At facilities where at least 75 percent of patients live in rural areas, only around 4 percent offered telehealth between 2020 and 2022. By contrast, at facilities where fewer than 25 percent of patients live in rural areas, 94 percent included telehealth as a service.
Federally qualified health centers (FQHCs) were very likely to adopt telehealth services, but their patients were still more likely to receive in-person care compared to patients at other types of practices. Similarly, across all practice types, Medicaid patients were less likely than Medicare or commercially-covered patients to use telehealth during the study period.
“It’s impossible to access telehealth if your practice doesn’t adopt telehealth tools,” Livingstone notes. “And even when a practice does offer telehealth, how does that help a patient without a smartphone or computer, or if they live in an area that doesn’t have broadband?”
Patient survey sheds light on research results
Overall, the telehealth data tell a story that aligns with the findings from a survey of 2,000 adults commissioned by athenahealth in the summer of 2022. Among those who took part in the poll, 66 percent reported they’d had at least one telehealth appointment since the beginning of 2020.
The survey revealed that when poorer patients didn’t use telehealth, they usually reported it was either because the service wasn’t offered or because they lacked the technology they needed.
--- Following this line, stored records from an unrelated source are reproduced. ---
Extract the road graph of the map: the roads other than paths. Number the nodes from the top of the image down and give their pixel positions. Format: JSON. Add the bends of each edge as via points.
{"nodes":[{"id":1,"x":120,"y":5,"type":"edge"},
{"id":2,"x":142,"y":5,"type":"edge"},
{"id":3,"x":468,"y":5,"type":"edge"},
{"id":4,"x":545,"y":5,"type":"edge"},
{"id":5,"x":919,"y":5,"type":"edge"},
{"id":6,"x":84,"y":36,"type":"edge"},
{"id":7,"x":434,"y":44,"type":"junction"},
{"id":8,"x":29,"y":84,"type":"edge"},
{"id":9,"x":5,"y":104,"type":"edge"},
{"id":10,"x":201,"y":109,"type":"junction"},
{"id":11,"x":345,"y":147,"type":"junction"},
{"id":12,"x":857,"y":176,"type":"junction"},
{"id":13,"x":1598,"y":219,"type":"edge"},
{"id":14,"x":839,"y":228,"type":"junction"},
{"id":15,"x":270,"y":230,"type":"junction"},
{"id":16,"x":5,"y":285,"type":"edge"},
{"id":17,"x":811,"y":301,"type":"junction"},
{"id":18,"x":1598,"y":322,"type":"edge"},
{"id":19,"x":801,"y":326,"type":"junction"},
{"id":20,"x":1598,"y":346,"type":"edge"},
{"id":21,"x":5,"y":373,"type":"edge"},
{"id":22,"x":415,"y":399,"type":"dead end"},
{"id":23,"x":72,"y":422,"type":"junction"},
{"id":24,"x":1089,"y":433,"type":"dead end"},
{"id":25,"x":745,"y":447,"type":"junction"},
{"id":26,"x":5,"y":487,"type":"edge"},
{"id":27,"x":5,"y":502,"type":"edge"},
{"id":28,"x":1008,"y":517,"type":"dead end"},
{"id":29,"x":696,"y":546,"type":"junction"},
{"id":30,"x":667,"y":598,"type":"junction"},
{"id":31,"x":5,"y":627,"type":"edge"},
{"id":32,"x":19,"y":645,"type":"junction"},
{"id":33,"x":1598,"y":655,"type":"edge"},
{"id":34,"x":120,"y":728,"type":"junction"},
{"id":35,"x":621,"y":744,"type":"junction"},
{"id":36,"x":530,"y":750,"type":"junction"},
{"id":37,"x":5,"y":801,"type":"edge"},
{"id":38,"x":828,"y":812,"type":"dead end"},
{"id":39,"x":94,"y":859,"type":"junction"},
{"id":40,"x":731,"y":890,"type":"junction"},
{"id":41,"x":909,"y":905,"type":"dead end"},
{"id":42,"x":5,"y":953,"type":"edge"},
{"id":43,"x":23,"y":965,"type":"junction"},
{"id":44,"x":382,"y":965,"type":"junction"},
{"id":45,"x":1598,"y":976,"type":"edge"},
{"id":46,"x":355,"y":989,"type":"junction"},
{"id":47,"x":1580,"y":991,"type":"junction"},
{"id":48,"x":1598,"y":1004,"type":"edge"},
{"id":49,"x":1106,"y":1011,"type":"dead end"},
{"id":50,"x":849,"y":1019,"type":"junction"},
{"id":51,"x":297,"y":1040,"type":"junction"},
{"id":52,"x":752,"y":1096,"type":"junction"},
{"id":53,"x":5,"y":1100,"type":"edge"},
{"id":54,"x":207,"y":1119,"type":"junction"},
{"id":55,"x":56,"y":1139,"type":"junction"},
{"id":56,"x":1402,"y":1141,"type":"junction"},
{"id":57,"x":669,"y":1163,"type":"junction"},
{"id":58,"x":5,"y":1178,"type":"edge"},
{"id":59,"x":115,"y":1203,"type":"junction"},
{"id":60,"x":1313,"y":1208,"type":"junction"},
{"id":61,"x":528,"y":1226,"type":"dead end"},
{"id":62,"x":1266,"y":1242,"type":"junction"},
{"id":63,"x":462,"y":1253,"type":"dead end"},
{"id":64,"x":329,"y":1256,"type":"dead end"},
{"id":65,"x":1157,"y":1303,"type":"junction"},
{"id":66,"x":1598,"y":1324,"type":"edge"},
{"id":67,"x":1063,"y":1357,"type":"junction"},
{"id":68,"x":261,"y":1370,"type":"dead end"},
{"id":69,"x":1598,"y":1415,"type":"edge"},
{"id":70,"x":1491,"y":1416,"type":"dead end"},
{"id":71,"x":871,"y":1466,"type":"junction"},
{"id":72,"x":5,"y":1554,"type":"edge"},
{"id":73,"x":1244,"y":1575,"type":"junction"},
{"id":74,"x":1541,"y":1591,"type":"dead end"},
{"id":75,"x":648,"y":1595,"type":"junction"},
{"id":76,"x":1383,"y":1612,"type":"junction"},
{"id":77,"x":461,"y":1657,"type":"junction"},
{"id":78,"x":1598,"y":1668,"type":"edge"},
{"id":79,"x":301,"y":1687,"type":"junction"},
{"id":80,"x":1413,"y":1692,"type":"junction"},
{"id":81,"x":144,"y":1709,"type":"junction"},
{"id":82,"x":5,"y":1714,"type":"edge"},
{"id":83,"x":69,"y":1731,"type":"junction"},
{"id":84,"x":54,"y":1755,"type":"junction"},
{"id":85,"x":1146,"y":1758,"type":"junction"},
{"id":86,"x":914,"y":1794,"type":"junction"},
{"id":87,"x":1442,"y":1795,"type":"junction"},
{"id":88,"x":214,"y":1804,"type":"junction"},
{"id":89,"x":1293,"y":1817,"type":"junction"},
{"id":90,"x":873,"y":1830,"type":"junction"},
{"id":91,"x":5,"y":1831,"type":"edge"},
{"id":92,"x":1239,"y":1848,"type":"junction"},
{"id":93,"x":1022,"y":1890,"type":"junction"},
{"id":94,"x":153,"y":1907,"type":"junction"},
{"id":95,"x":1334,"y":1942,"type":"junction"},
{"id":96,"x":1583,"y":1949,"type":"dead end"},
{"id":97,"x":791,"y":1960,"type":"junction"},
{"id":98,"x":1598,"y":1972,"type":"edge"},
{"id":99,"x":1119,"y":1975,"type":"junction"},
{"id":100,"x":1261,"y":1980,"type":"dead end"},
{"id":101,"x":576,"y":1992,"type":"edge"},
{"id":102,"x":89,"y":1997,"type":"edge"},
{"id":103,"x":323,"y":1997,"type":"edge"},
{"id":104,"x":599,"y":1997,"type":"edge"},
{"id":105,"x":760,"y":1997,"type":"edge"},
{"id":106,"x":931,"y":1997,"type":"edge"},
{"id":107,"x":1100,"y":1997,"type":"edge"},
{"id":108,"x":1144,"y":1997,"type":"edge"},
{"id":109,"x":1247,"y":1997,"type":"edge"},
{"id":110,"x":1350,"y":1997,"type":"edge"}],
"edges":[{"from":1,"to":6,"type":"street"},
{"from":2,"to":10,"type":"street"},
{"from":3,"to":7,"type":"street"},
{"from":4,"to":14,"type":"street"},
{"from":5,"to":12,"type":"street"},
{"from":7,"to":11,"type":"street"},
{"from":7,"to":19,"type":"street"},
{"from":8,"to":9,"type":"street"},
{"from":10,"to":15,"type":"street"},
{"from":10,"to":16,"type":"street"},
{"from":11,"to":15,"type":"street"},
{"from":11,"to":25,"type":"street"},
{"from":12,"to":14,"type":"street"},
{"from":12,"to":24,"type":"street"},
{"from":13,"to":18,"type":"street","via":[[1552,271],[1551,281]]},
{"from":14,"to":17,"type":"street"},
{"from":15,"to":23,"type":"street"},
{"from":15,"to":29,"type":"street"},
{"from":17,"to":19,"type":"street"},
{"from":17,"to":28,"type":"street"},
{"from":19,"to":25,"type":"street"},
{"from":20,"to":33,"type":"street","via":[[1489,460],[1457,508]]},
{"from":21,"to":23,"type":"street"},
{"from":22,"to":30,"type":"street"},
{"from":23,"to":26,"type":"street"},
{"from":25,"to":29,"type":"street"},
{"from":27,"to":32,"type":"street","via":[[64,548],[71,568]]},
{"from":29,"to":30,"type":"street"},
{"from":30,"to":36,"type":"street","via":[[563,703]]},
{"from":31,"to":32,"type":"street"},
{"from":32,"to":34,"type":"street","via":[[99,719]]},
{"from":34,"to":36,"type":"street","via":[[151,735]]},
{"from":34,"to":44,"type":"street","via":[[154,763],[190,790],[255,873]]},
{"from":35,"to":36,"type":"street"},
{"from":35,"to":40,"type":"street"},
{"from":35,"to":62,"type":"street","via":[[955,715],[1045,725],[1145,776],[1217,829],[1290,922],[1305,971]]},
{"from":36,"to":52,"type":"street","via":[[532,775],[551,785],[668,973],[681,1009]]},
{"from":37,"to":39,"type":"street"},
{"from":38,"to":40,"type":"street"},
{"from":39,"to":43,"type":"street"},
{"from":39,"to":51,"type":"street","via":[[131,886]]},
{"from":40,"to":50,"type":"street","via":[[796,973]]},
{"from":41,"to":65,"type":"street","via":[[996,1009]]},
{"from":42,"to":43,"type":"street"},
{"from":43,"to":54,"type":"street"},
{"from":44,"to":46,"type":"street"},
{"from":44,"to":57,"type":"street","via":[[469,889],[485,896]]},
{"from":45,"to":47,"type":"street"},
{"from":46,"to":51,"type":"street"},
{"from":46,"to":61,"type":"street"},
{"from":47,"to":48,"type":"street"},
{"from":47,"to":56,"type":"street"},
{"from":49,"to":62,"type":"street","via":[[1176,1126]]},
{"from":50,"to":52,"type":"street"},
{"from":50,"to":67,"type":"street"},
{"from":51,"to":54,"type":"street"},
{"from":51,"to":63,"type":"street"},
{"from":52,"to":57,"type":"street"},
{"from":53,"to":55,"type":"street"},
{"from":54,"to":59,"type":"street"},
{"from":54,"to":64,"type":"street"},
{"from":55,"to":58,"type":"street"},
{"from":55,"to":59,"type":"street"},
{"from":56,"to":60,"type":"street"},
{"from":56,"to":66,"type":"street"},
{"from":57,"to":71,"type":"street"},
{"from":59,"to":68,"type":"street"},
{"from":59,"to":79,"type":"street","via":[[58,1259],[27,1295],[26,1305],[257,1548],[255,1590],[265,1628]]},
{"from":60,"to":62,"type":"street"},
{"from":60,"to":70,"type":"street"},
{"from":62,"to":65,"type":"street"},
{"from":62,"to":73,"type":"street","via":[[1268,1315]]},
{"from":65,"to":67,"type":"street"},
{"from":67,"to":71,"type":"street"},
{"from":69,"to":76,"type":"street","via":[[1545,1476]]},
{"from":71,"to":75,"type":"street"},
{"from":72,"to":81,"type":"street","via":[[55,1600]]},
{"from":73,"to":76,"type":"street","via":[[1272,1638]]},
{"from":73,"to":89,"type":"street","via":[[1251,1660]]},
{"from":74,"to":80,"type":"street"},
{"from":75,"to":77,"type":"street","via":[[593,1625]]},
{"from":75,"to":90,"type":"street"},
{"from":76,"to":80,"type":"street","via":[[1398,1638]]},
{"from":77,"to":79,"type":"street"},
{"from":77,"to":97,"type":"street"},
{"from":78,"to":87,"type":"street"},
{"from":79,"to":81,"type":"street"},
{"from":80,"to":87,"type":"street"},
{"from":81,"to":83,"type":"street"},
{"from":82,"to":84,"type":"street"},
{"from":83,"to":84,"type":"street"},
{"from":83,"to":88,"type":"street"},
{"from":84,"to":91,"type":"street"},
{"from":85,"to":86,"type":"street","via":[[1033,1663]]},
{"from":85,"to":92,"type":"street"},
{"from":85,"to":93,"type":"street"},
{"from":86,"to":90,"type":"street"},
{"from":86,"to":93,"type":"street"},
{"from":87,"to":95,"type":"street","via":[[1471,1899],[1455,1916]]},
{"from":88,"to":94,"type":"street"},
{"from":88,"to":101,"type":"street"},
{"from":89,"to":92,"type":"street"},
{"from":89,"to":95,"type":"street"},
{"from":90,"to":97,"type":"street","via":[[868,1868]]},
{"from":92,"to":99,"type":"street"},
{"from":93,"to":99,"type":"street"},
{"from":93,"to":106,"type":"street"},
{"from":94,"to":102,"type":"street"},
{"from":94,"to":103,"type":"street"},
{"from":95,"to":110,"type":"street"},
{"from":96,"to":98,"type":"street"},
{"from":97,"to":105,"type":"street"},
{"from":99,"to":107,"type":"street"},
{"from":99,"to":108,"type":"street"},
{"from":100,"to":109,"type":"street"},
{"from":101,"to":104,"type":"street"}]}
Many higher-income patients who didn’t use telehealth, on the other hand, said their non-utilization was a matter of choice: They preferred to see their provider in person or they worried that a telehealth appointment might be of lesser quality.
Wealthier patients were also more likely to say they didn’t use telehealth because they wanted to maintain a consistent provider — presumably because booking a telehealth appointment would have required them to see someone new. (This echoes the findings for Black and Hispanic patients, whose telehealth appointments were often with a different provider.) Nevertheless, survey respondents making more than $100,000 annually reported higher use of telehealth than lower-income patients did.
Finally, among those patients who did use telehealth, the wealthier were more likely than poorer patients to say that if a telehealth consultation hadn’t been available, they would have booked an in-person appointment instead. Livingstone’s interpretation: “Telehealth may be a more important form of access for lower-income individuals.”
Taken together, the network data and patient survey highlight the rising importance of telehealth for access to healthcare for marginalized groups, even as they also expose inequities that aren’t automatically eliminated by increased telehealth. But understanding how telehealth is falling short on access can help healthcare organizations be more thoughtful in their deployment and support of the technology — and provide a roadmap for future virtual efforts.
“I think the message is clear,” Livingstone says. “Telehealth can do a lot of good, but we shouldn’t see it as a solution on its own.”